A theory goes that one of the issues that scuppered the plan to lure English superstar David Beckham to Spanish giants Barcelona was that there was going to be conflict of interest because the club and player punted rival cellphone companies.
It is old news now that Beckham ended with Real Madrid. The moral of the story: choose your cellphone sponsor carefully, you don’t know how badly it might affect your dreams.
South African football seems to have learned that lesson very early, and with Vodacom seems to have struck a deal that will ensure there will be happy returns for the sport and its dreams.
The cellphone company is one of soccer’s biggest backers, sponsoring local powerhouses Orlando Pirates and Kaizer Chiefs, Bafana Bafana, the national women’s team Banyana Banyana and the under-20 side Amajita.
The sponsorship goes beyond soccer, beyond sport, because Vodacom bankrolls rugby’s Vodacom Cup, the Super 12 and the Tri Nations, as well as the Cheetahs and Eagles teams — and the Felicia Mabuza-Suttle talk show on e.tv.
But Vodacom’s most ambitious plan yet must be the putting of its name, and money, behind the bid to bring soccer World Cup 2010 to South Africa.
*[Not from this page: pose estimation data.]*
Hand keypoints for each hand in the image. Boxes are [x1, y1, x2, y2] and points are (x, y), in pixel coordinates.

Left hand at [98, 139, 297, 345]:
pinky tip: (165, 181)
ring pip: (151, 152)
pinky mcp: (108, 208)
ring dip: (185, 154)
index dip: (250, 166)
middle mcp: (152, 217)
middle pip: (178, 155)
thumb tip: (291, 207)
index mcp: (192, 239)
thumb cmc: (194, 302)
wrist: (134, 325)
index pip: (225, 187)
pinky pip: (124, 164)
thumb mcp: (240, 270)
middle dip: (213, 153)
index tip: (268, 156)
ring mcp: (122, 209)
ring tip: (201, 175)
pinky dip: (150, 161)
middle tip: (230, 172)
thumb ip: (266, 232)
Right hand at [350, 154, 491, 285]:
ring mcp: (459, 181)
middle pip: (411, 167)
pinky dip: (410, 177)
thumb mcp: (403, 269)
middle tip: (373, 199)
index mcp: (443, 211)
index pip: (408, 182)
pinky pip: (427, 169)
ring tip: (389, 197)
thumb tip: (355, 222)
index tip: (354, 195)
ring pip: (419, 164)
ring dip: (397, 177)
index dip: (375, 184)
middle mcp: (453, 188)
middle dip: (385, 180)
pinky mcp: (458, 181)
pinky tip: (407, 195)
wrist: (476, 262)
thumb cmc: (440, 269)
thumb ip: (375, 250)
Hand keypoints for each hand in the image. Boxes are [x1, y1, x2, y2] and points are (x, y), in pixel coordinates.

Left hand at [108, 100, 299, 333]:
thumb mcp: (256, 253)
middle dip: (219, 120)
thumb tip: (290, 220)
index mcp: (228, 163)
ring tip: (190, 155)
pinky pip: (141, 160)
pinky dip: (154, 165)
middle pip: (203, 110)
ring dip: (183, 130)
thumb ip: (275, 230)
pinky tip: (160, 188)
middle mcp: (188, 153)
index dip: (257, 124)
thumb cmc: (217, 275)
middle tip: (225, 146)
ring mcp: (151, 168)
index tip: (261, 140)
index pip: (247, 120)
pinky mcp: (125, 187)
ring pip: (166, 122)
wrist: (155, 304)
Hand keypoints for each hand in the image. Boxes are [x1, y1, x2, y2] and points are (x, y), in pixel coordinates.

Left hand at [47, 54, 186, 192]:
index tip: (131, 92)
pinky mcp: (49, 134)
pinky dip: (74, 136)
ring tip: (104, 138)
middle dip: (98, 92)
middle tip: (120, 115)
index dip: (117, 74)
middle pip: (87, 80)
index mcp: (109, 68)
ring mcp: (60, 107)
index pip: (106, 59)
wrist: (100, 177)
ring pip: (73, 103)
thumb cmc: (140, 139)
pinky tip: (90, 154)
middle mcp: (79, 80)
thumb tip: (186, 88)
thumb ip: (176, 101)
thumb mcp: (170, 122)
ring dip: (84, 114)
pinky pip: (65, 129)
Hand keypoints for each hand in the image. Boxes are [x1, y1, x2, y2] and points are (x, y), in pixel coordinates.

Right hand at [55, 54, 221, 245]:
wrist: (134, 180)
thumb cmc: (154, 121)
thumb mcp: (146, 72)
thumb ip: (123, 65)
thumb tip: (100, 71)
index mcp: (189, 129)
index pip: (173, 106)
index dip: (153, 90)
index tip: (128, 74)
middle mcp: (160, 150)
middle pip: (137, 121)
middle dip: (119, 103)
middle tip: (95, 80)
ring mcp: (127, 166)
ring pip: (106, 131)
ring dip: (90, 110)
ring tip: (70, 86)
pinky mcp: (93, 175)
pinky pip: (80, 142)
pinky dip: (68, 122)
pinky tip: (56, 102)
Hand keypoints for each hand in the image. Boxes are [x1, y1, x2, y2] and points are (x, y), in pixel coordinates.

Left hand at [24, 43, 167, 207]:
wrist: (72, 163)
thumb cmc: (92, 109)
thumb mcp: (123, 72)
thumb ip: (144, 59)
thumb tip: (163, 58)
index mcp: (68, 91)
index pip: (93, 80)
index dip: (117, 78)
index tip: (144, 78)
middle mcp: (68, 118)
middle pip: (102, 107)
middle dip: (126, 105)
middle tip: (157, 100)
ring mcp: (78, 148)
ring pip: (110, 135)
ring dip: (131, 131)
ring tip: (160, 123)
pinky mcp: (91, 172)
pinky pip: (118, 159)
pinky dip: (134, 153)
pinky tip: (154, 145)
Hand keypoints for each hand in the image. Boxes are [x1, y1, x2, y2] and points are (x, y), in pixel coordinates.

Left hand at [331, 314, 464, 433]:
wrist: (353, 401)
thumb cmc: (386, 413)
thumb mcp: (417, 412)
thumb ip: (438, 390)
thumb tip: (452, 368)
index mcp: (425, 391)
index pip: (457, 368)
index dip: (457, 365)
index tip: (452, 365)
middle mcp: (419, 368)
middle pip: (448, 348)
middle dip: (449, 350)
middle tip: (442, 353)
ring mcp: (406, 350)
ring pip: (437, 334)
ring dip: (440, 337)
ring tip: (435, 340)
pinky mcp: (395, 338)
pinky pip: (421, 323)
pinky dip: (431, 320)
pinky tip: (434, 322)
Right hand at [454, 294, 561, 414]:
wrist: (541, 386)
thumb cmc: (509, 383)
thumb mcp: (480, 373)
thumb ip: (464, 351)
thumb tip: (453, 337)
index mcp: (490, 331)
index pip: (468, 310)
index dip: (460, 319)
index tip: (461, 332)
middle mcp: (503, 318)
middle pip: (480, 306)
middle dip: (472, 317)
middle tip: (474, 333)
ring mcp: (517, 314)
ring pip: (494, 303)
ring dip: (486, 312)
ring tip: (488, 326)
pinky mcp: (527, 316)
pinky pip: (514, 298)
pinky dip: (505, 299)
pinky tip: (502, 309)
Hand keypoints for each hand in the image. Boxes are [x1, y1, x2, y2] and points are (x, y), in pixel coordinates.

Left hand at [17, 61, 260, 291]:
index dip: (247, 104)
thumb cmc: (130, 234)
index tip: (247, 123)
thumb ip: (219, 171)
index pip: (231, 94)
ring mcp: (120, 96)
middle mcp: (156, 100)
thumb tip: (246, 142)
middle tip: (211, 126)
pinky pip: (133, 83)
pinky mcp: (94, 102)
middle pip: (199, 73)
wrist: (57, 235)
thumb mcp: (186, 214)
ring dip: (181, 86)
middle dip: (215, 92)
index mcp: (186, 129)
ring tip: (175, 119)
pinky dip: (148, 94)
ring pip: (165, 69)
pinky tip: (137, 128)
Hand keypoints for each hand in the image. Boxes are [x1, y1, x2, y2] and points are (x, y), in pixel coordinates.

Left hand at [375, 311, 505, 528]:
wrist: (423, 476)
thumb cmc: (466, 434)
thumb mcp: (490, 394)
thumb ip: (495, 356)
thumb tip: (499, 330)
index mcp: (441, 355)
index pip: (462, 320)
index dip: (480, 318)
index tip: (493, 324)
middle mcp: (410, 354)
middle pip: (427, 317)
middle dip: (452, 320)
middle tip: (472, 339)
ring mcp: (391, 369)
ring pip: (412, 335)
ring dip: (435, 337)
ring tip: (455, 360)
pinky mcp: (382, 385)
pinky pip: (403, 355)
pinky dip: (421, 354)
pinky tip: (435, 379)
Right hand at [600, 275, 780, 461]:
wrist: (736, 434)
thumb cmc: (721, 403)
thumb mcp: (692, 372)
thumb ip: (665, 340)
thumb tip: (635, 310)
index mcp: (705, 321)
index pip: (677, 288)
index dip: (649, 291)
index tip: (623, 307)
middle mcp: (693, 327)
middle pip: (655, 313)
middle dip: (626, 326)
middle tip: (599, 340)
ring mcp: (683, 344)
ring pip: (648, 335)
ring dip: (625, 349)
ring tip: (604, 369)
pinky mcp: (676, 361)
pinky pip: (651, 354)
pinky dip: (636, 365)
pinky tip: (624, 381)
Vodacom’s corporate affairs executive Mthobi Tyamzashe says the sponsorship of the game of millions is not a charitable act but a business imperative.
‘Vodacom identified sport as a vehicle to be used as a driver of sales. We do not classify sport as a social responsibility but as a business deal,” said Tyamzashe.
He said research companies had shown that soccer had a following of 87% of the population, making the sport an obvious vehicle for a corporation that wanted to increase its brand awareness.
Vodacom, SABMiller, First National Bank, Supersport, BMW and Anglo American are some of the 17 national and transnational companies that have thrown their weight and cash behind the effort to bring the World Cup to South Africa.
Tyamzashe says Vodacom’s bid is not just about sport.
‘There is an analogy that I like. When [Cape Town] was bidding to host the Olympic Games Minister [of Trade and Industry] Alec Erwin said we do not just want the Olympics for the sake of it. We want it to help develop the country. We want it because it would help develop infrastructure where it doesn’t exist.
‘The soccer guys have done all sorts of feasibility studies and tell us that hosting the World Cup will create 129 000 jobs — granted that some will be temporary.
‘Through the huge expenditure that will follow, such as the building of stadiums, it could help bring those who are outside the mainstream of the economy [back into the mainstream].
‘South Africa is a relatively successful country even if only 20% of the population is involved in economic activity. How much more developed it could be if we extended that figure to 60% or 80% of the population.”
Tyamzashe said the deal with the World Cup bid was in cash and in kind. The bid company, its administrative staff and ambassadors have access to phones, cash to run the office as well as to the company’s expertise. The sponsoring companies are entitled to have a representative on the bid company’s board of directors.
The assistance to the bid company will be rolled out until 2010 when the world championships would hopefully be held in South Africa.
‘Fifa [soccer’s world governing body] wants a guarantee that the country can provide a communications infrastructure, pre the event. Many countries have lost the bid because they could only provide those guarantees after they had won it.”
The other reason that Vodacom is involved is that after its relatively long association with soccer, it would have been unthinkable if it were not there.
Tyamzashe says some companies who are not traditionally involved in soccer would have smelt a rat had Vodacom not come aboard.
In the long term, Tyamzashe hopes that the continued association with the game will change the perception that football is riddled with administrative chaos. And to kick-start what he reckons is the momentum the sport needs to fulfil its potential.
‘Steve Tshwete [the late sports and later safety and security minister] liked saying: ‘We are not interested in a wheelbarrow, which only moves when you push it. We want something that has a momentum of its own.’
‘That’s what we also want for soccer. We don’t want [the World Cup] to be like the circus that comes to town and three days later there is no sign that it was ever there,” said Tyamzashe.
‘I think that soccer has moved from that perception [of inherent strife] and we are approaching an era where it is a viable area of investment that in itself raises the stakes.”
But with Vodacom being a telecommunications company and soccer being the game of billions, their synergy was inevitable.
Says Tyamzashe: ‘Soccer has the potential of speaking all languages. In Africa there is hardly a country where soccer is not played. We see it as advance publicity where we do not exist, and where we do, to get more.”